Interestelar faz uso de teorias científicas reais – aqui Nolan
se complica, expondo sua obra aos observadores de plantão que dissecarão o
filme em busca de erros científicos, que certamente existirão – para contar a história de um grupo de
cientistas/pilotos que, em meio a um futuro distópico no qual a Terra não é
mais um habitat aceitável para a raça humana, parte em uma viajem interestelar
em busca de um novo planeta para a humanidade. Basicamente é isso, um enredo simples, mas os
irmãos Nolan (Christopher e Jonathan, que é roteirista), ao invés de retirarem dessa simplicidade a força essencial da obra, o embrulham com megalomanias reflexivas, que em geral mais prejudicam a trama do que a ela acrescentam, numa
tentativa – esclarecida pelo próprio diretor/roteirista – de homenagear seu
filme favorito: 2001: Uma Odisseia no
Espaço.
Por outro lado, os pontos positivos
do roteiro falam bem alto. Gostei especialmente do futuro apocalíptico proposto
pelos irmãos Nolan: a Terra sendo coberta pelo pó, esgotando seus recursos
naturais de tal forma que há um retrocesso da civilização, agora não são mais
necessários engenheiros ou cientistas, mas sim fazendeiros. O avanço
tecnológico e científico, no filme de Nolan, não levou a Terra à um apocalipse
nuclear, sombrio ou caótico (como são retratados em 90% dos filmes), mas sim à
um colapso, levando o mundo a retroceder no tempo, voltando ao trabalho braçal
e à luta pela sobrevivência.
Nolan aproveitou o potencial
contemplativo da obra e criou belos momentos, acompanhados da ótima trilha
sonora de Hans Zimmer – que há tempos estava na mesmice, mas voltou a se
destacar nesse filme. A montagem, ainda que tenha sido mais lenta que o padrão,
seguiu o estilo do diretor, intercalando cenas numa tensão crescente. Todo
trabalho visual, como se esperava, foi de alto nível, com uma bela direção de
arte e uma ainda melhor fotografia, que alterna entre um estilo sombrio e seco nas cenas passadas na Terra, e um visual mais deslumbrante para
as cenas passadas no espaço ou nos outros planetas.

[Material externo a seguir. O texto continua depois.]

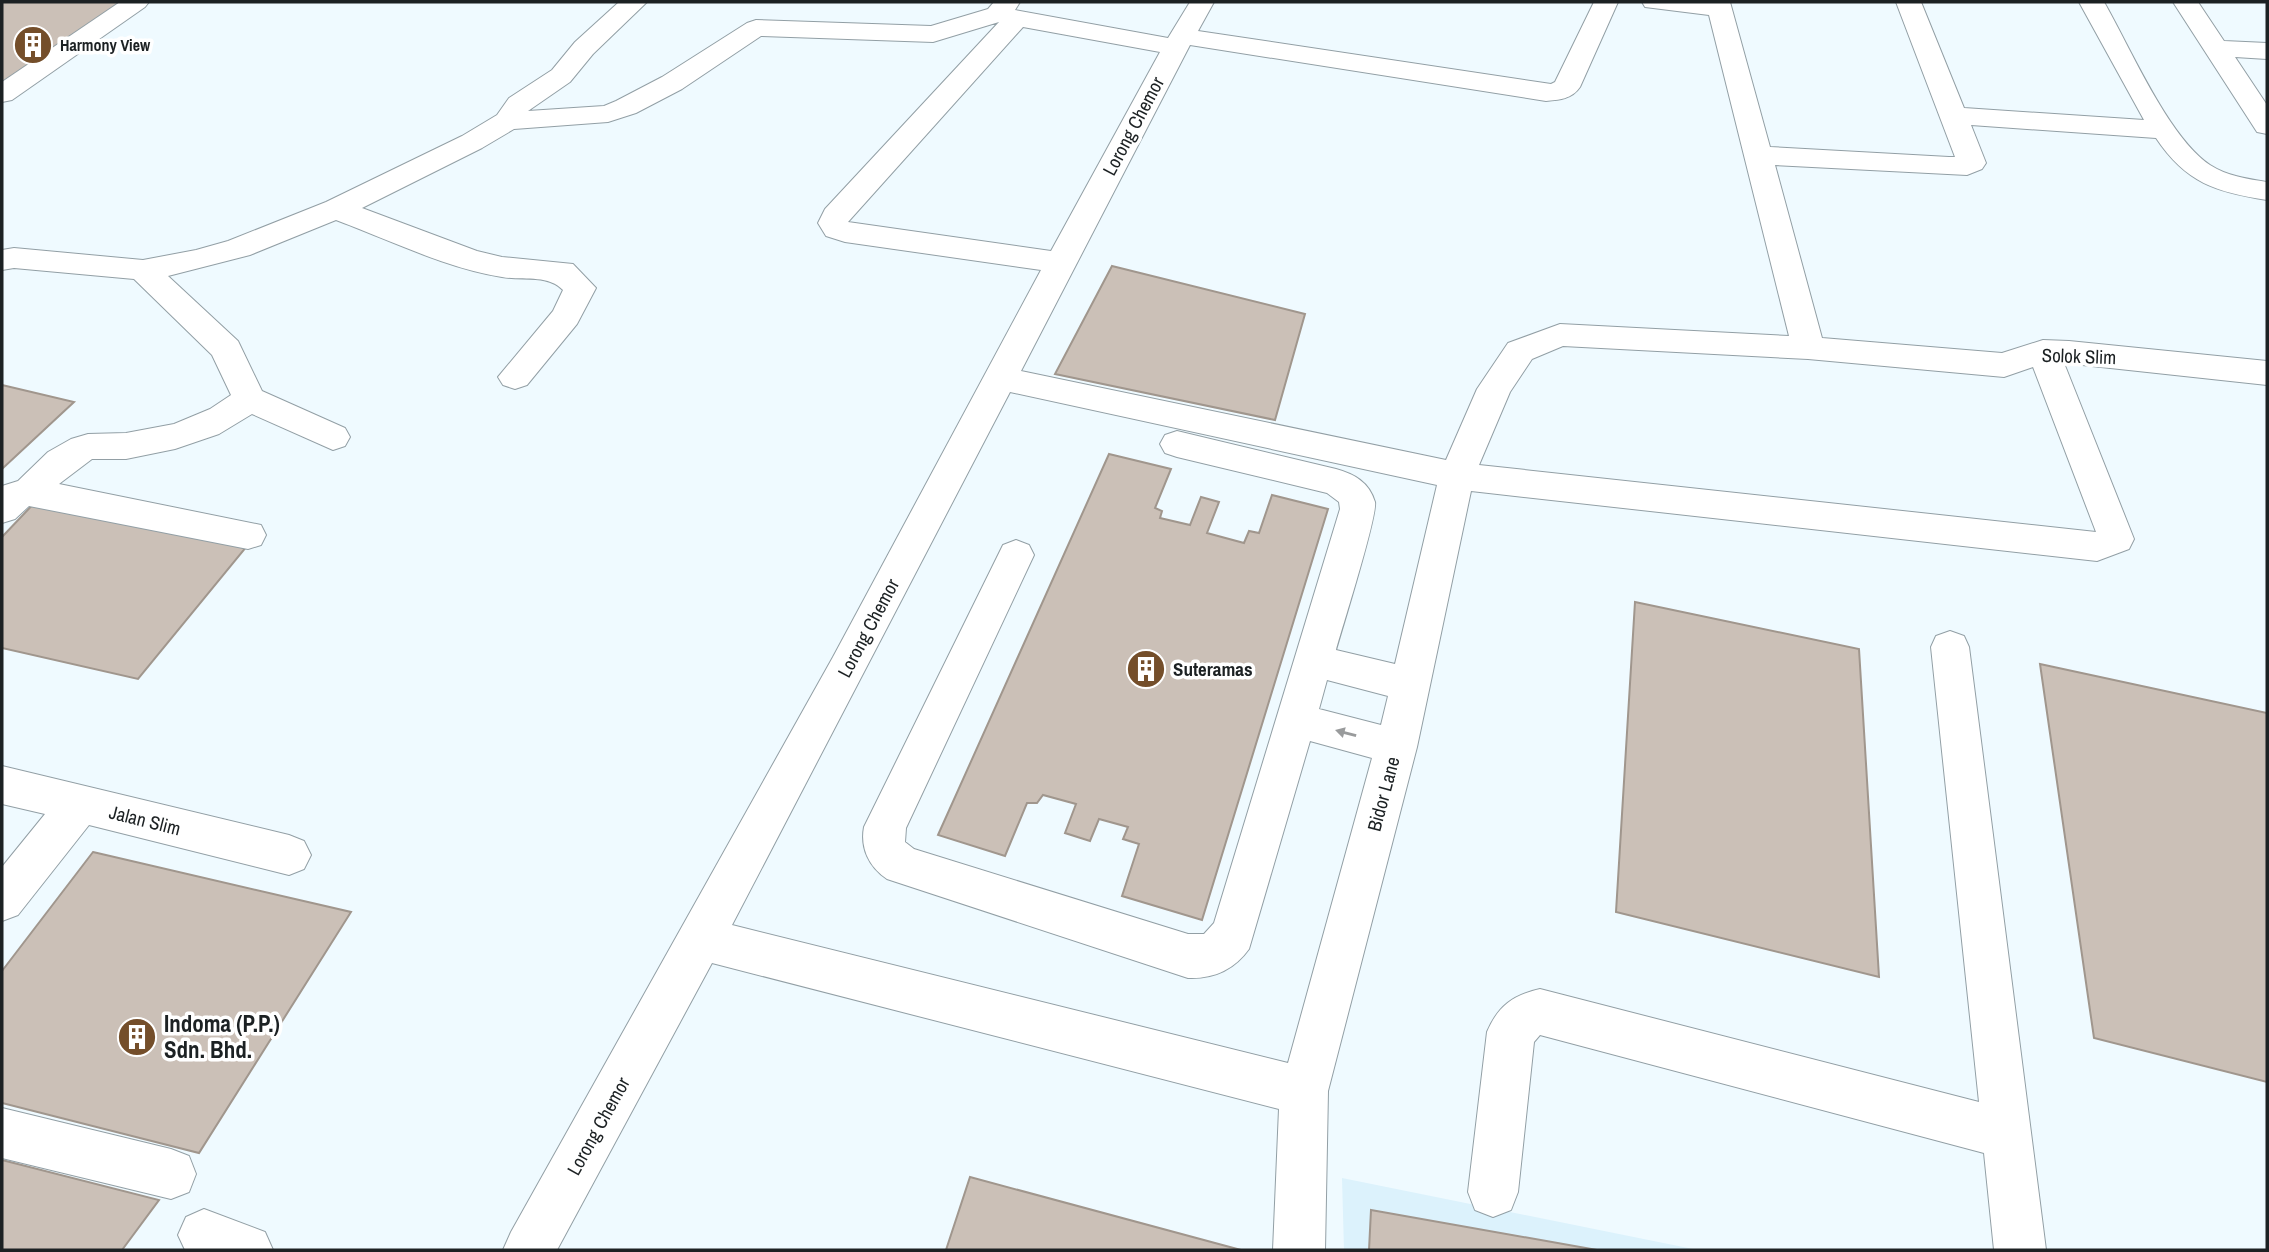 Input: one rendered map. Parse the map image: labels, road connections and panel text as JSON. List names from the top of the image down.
{
  "streets": {
    "street": [
      "Lorong Chemor",
      "Solok Slim",
      "Bidor Lane",
      "Jalan Slim"
    ]
  },
  "crossings": [
    ["Solok Slim", "Bidor Lane"]
  ],
  "places": {
    "building": ["Harmony View", "Suteramas", "Indoma (P.P.) Sdn. Bhd."]
  }
}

No fim das contas fica bem difícil
avaliar Interestelar, pois é um filme
que equilibra pontos positivos frescos no gênero com outros bem negativos. Fato é que Nolan não se comprometeu 100% à sua nova proposta e criou uma espécie de Frankenstein cinematográfico: um filme que tenta apelar às massas, mas não traz a pureza satisfatória dos melhores blockbusters, com uma roupagem mais intelectualizada, mas que já vem toda mastigada e não abandona o conforto dos clichês e maneirismos de um cinema massivo.
OBS:
Matthew McConaughey será um dos grandes injustiçados do ano. Grande atuação.